There are rare cases in Clang itself where we need character-level information, such as Fix-Its for printf format specifiers. For those, we use CharSourceRange.

> 1.) In my opinion the root of all range-evilness of Clang is the constructor
>      SourceRange(SourceLocation loc) : B(loc), E(loc) {} (SourceLocation.h)
>    which should be removed because locations and ranges are
> conceptually different things.

This constructor is fine: it constructs a range that covers one token, as is common for declaration references and literals.

> 2.) What about Token featuring a ::getRange() instead of or in
> addition to a ::getLocation() method.

Well, it would just return the same thing as getLocation() does, but in SourceRange form. I guess one could add a convenience function to return a CharSourceRange, since tokens know their length, but I've never seen a use for it.

> While fixing a couple of cases that matter to me most, a ::getRange()
> has proven handy.

I'm guessing that those fixes weren't actually fixes, once you understand the (admittedly non-intuitive but actually quite wonderful) SourceRange model. If there are still fixes we'd love to hear about them!

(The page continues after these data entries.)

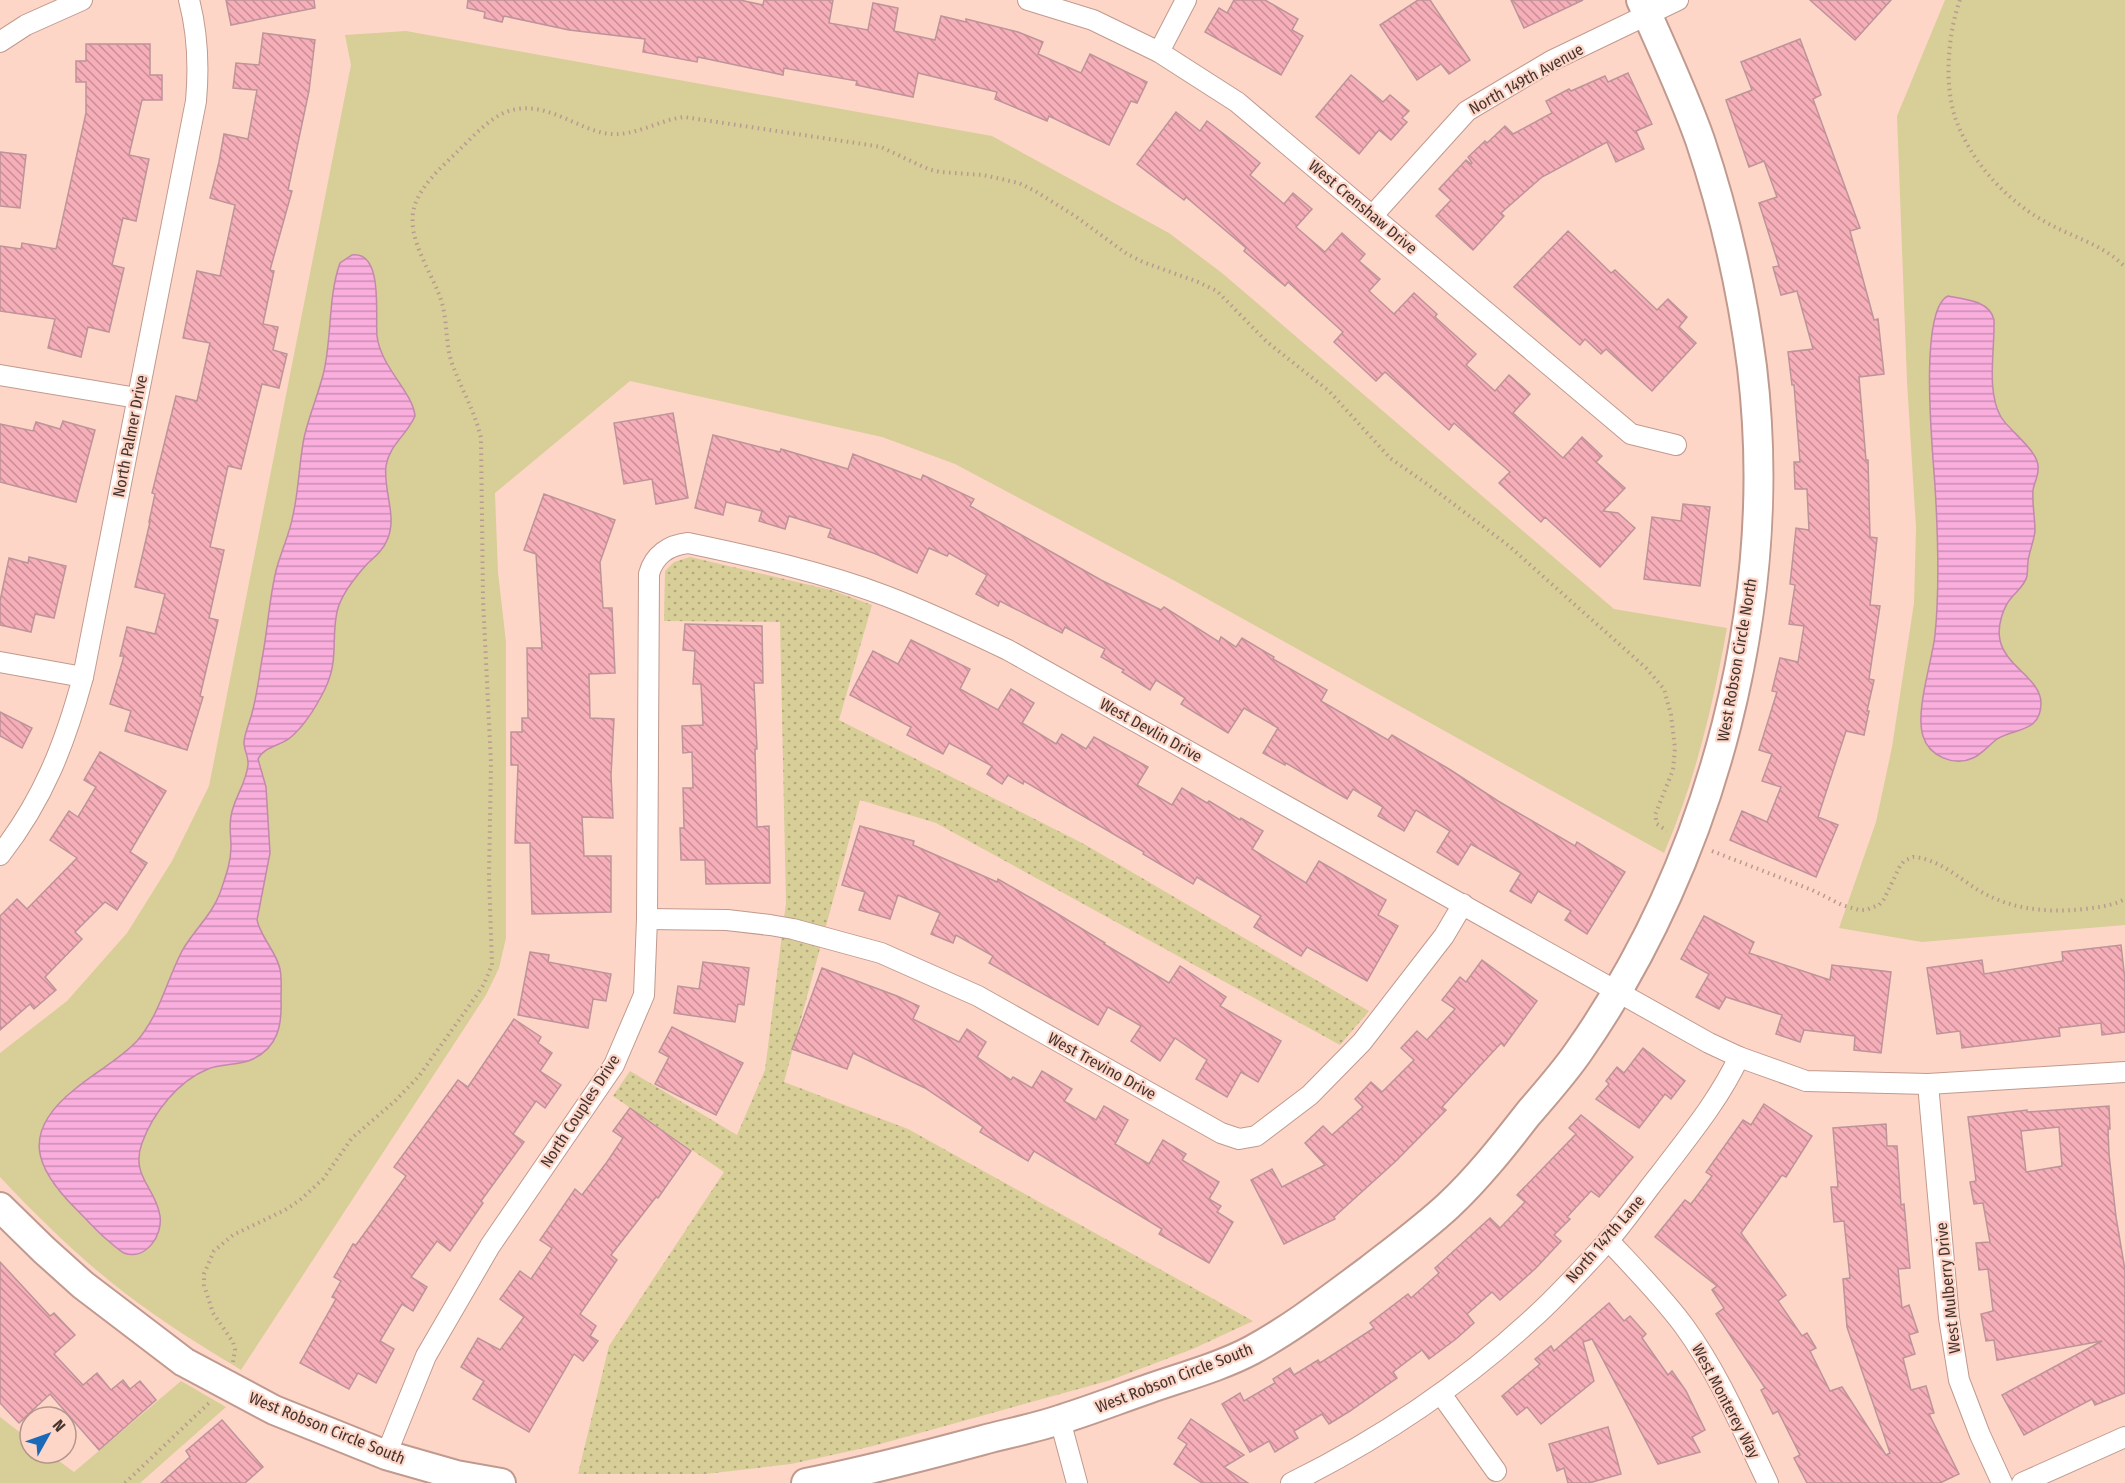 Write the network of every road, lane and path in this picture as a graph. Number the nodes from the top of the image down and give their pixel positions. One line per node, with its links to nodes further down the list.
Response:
1 (82, 0): 8 (street)
2 (189, 0): 13 (street, North Palmer Drive)
3 (1028, 0): 9 (street, West Crenshaw Drive)
4 (1186, 0): 9 (street)
5 (1678, 0): 7 (street, North 149th Avenue)
6 (1960, 0): 11 (path)
7 (1644, 8): 10 (street, North 149th Avenue); 18 (street, West Robson Circle North)
8 (0, 42)
9 (1160, 52): 10 (street, West Crenshaw Drive)
10 (1373, 215): 14 (street, West Crenshaw Drive)
11 (2125, 267)
12 (0, 375): 13 (street)
13 (137, 398): 17 (street, North Palmer Drive)
14 (1676, 445)
15 (660, 555): 21 (street, West Devlin Drive); 22 (street, North Couples Drive)
16 (0, 662): 17 (street)
17 (84, 677): 19 (street, North Palmer Drive)
18 (1690, 841): 20 (path); 23 (street, West Robson Circle North); 30 (path)
19 (0, 855)
20 (2125, 899)
21 (1463, 904): 22 (street, West Trevino Drive); 23 (street, West Devlin Drive)
22 (647, 919): 34 (street, North Couples Drive)
23 (1617, 991): 24 (street, West Robson Circle North); 25 (street)
24 (1578, 1053): 32 (street, West Robson Circle South)
25 (1738, 1057): 27 (street); 29 (street, North 147th Lane)
26 (2125, 1072): 27 (street)
27 (1928, 1084): 42 (street, West Mulberry Drive)
28 (0, 1207): 30 (street, West Robson Circle South)
29 (1608, 1240): 31 (street, North 147th Lane); 41 (street, West Monterey Way)
30 (222, 1383): 34 (street, West Robson Circle South); 36 (path)
31 (1441, 1394): 35 (street); 40 (street, North 147th Lane)
32 (1060, 1420): 38 (street, West Robson Circle South); 39 (street)
33 (2125, 1437): 43 (street)
34 (386, 1455): 37 (street, West Robson Circle South)
35 (1496, 1471)
36 (125, 1483)
37 (501, 1483)
38 (806, 1483)
39 (1077, 1483)
40 (1291, 1483)
41 (1768, 1483)
42 (2002, 1483)
43 (2022, 1483)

> 3.) Would the correct usage of ranges instead of locations enlarge the
> memory footprint inacceptably?

I think this question is moot now, but in general: increasing the memory footprint is acceptable when it improves Clang and we can't find an efficient way to do the same thing without increasing the memory footprint.

> I think code ranges need a thorough overhaul which involves touching
> lots of source code. Is there any plans to get that fixed? What
> priority is that?

If you still think there's something that needs to change, I'd like to hear about it.

	- Doug